**WORK REQUEST:** Copy the lines exactly. Begin at the first line of the data and stop after the line with "index mcp: (477, 396)".

[Stored entries]
--- START ---

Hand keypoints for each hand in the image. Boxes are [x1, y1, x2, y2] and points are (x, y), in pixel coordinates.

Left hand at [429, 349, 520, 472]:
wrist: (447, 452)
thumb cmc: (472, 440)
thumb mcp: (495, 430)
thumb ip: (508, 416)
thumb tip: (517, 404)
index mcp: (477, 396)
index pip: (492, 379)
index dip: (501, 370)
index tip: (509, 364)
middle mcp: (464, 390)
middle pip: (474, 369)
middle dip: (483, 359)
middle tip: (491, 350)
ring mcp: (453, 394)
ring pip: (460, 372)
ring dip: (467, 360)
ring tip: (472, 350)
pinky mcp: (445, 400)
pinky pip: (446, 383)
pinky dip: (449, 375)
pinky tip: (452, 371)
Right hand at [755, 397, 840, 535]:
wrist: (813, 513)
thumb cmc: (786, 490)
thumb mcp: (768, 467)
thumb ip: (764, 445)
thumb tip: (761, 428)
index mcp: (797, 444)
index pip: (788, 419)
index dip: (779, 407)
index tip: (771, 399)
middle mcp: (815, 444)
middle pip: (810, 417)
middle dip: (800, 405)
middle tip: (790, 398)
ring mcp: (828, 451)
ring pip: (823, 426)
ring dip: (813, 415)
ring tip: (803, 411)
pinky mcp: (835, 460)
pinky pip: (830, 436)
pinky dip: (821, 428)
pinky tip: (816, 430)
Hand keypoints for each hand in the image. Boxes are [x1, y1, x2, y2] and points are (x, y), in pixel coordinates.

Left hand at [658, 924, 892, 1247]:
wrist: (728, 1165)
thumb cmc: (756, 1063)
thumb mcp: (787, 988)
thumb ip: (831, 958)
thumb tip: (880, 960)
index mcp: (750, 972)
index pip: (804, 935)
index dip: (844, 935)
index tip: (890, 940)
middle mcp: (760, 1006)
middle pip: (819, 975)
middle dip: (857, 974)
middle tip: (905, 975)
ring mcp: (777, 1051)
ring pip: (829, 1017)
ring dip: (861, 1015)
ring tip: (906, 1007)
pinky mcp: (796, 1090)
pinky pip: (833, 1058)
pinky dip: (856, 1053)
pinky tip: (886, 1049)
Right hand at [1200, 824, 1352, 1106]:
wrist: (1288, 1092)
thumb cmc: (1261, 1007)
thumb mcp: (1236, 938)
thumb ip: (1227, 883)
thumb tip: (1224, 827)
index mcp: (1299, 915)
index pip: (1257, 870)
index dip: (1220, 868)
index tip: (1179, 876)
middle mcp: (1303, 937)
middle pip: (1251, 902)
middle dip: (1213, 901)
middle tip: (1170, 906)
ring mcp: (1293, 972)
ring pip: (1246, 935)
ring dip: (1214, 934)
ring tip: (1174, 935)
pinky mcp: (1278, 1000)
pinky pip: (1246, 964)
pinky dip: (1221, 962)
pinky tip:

--- END ---

**SOLUTION FOR THIS PROBLEM:**
Hand keypoints for each hand in the image. Boxes are [x1, y1, x2, y2] and points are (x, y), in pixel coordinates.

Left hand at [429, 349, 520, 472]:
wrist: (447, 452)
thumb cmc: (472, 440)
thumb mcp: (495, 430)
thumb ip: (508, 416)
thumb tip: (517, 404)
index mcp: (477, 396)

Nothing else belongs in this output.